**What this task involves**
Each entry below must be given again word for word, with no pictures.

**Supplied data**
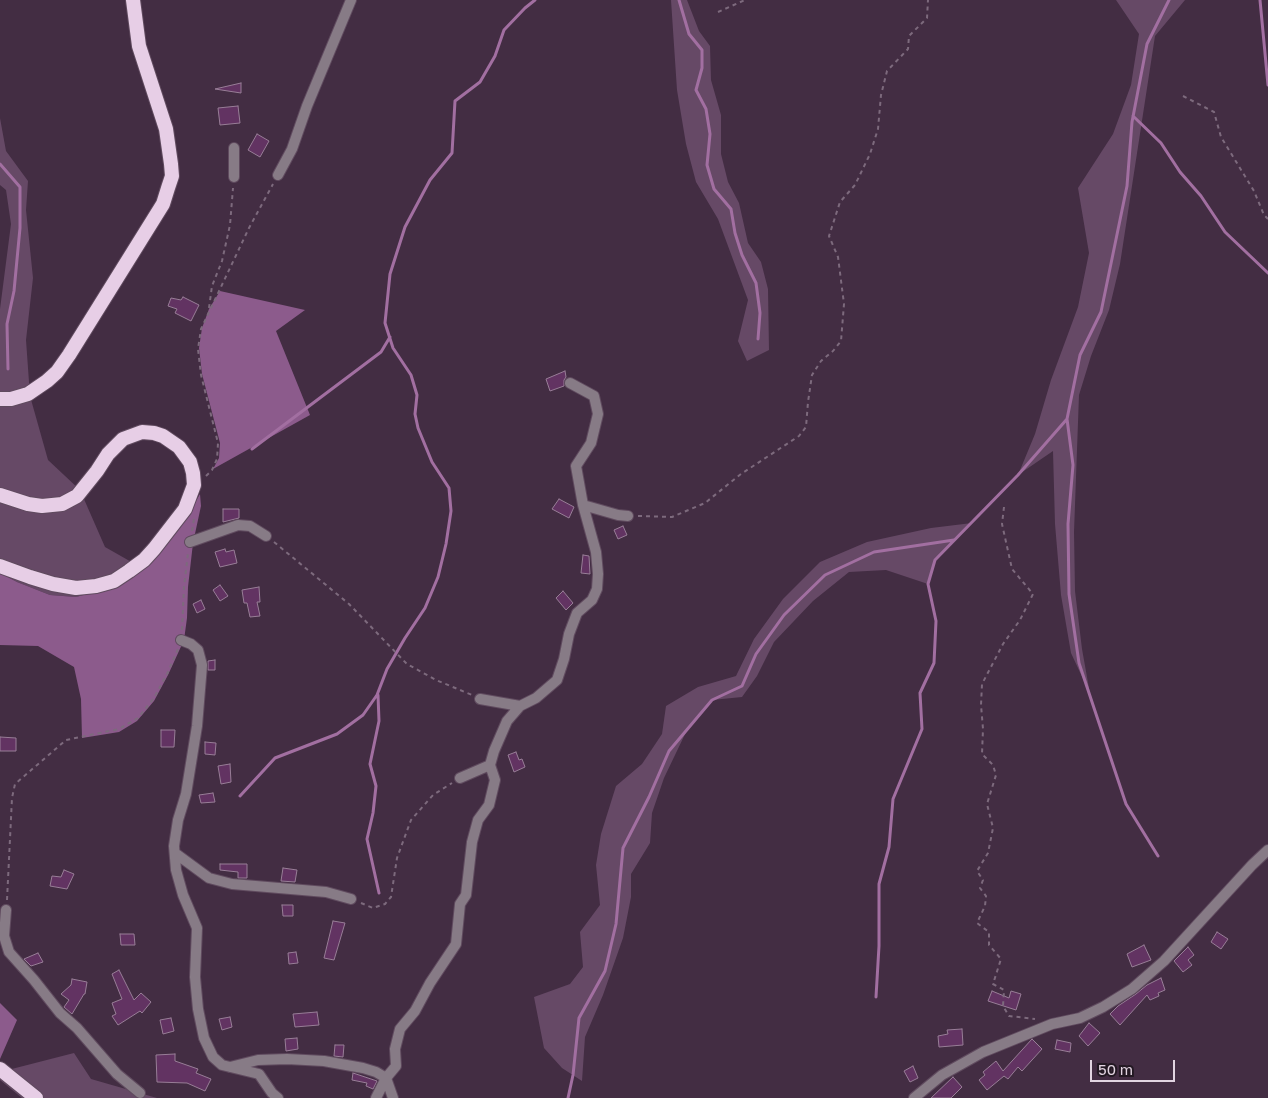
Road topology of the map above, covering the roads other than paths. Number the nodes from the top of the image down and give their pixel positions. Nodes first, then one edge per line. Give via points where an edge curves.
1 (133, 0) edge
2 (351, 0) edge
3 (234, 148) dead end
4 (278, 175) road end
5 (234, 177) road end
6 (570, 383) dead end
7 (0, 399) edge
8 (0, 495) edge
9 (583, 504) junction
10 (628, 516) road end
11 (266, 536) road end
12 (190, 542) road end
13 (0, 566) edge
14 (181, 640) road end
15 (480, 698) road end
16 (520, 706) junction
17 (490, 765) junction
18 (460, 778) road end
19 (1268, 850) edge
20 (175, 853) junction
21 (351, 899) road end
22 (6, 910) road end
23 (229, 1067) junction
24 (0, 1069) edge
25 (386, 1078) junction
26 (140, 1093) dead end
27 (36, 1098) edge
28 (278, 1098) edge
29 (376, 1098) edge
30 (393, 1098) edge
31 (914, 1098) edge

1 - 7 highway via 140,46 166,129 172,176 163,204 57,372 28,394
2 - 4 street via 292,149
3 - 5 street
6 - 9 street via 594,396 598,414 591,443 576,466
8 - 13 highway via 42,506 62,504 77,496 108,454 124,439 142,432 164,436 179,447 190,462 194,485 185,509 154,549 114,581 76,588 30,578
9 - 10 street
9 - 16 street via 596,552 597,589 592,600 578,613 557,680 536,698
11 - 12 street via 250,526 238,525
14 - 20 street via 198,650 202,664 197,726 186,794 178,820
15 - 16 street
16 - 17 street via 507,721
17 - 18 street
17 - 25 street via 495,780 489,805 478,820 472,842 456,944 415,1011 400,1029 395,1049 396,1066
19 - 31 street via 1164,961 1132,989 1080,1018 1052,1024 983,1052 942,1076
20 - 21 street via 210,878 232,884 326,892
20 - 23 street via 183,895 197,928 195,977 204,1038 213,1057
22 - 26 street via 4,936 9,952 60,1013 117,1074
23 - 25 street via 258,1060 324,1061 363,1068
23 - 28 street via 259,1074
24 - 27 highway
25 - 29 street
25 - 30 street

**Task response**
Road topology of the map above, covering the roads other than paths. Number the nodes from the top of the image down and give their pixel positions. Nodes first, then one edge per line. Give via points where an edge curves.
1 (133, 0) edge
2 (351, 0) edge
3 (234, 148) dead end
4 (278, 175) road end
5 (234, 177) road end
6 (570, 383) dead end
7 (0, 399) edge
8 (0, 495) edge
9 (583, 504) junction
10 (628, 516) road end
11 (266, 536) road end
12 (190, 542) road end
13 (0, 566) edge
14 (181, 640) road end
15 (480, 698) road end
16 (520, 706) junction
17 (490, 765) junction
18 (460, 778) road end
19 (1268, 850) edge
20 (175, 853) junction
21 (351, 899) road end
22 (6, 910) road end
23 (229, 1067) junction
24 (0, 1069) edge
25 (386, 1078) junction
26 (140, 1093) dead end
27 (36, 1098) edge
28 (278, 1098) edge
29 (376, 1098) edge
30 (393, 1098) edge
31 (914, 1098) edge

1 - 7 highway via 140,46 166,129 172,176 163,204 57,372 28,394
2 - 4 street via 292,149
3 - 5 street
6 - 9 street via 594,396 598,414 591,443 576,466
8 - 13 highway via 42,506 62,504 77,496 108,454 124,439 142,432 164,436 179,447 190,462 194,485 185,509 154,549 114,581 76,588 30,578
9 - 10 street
9 - 16 street via 596,552 597,589 592,600 578,613 557,680 536,698
11 - 12 street via 250,526 238,525
14 - 20 street via 198,650 202,664 197,726 186,794 178,820
15 - 16 street
16 - 17 street via 507,721
17 - 18 street
17 - 25 street via 495,780 489,805 478,820 472,842 456,944 415,1011 400,1029 395,1049 396,1066
19 - 31 street via 1164,961 1132,989 1080,1018 1052,1024 983,1052 942,1076
20 - 21 street via 210,878 232,884 326,892
20 - 23 street via 183,895 197,928 195,977 204,1038 213,1057
22 - 26 street via 4,936 9,952 60,1013 117,1074
23 - 25 street via 258,1060 324,1061 363,1068
23 - 28 street via 259,1074
24 - 27 highway
25 - 29 street
25 - 30 street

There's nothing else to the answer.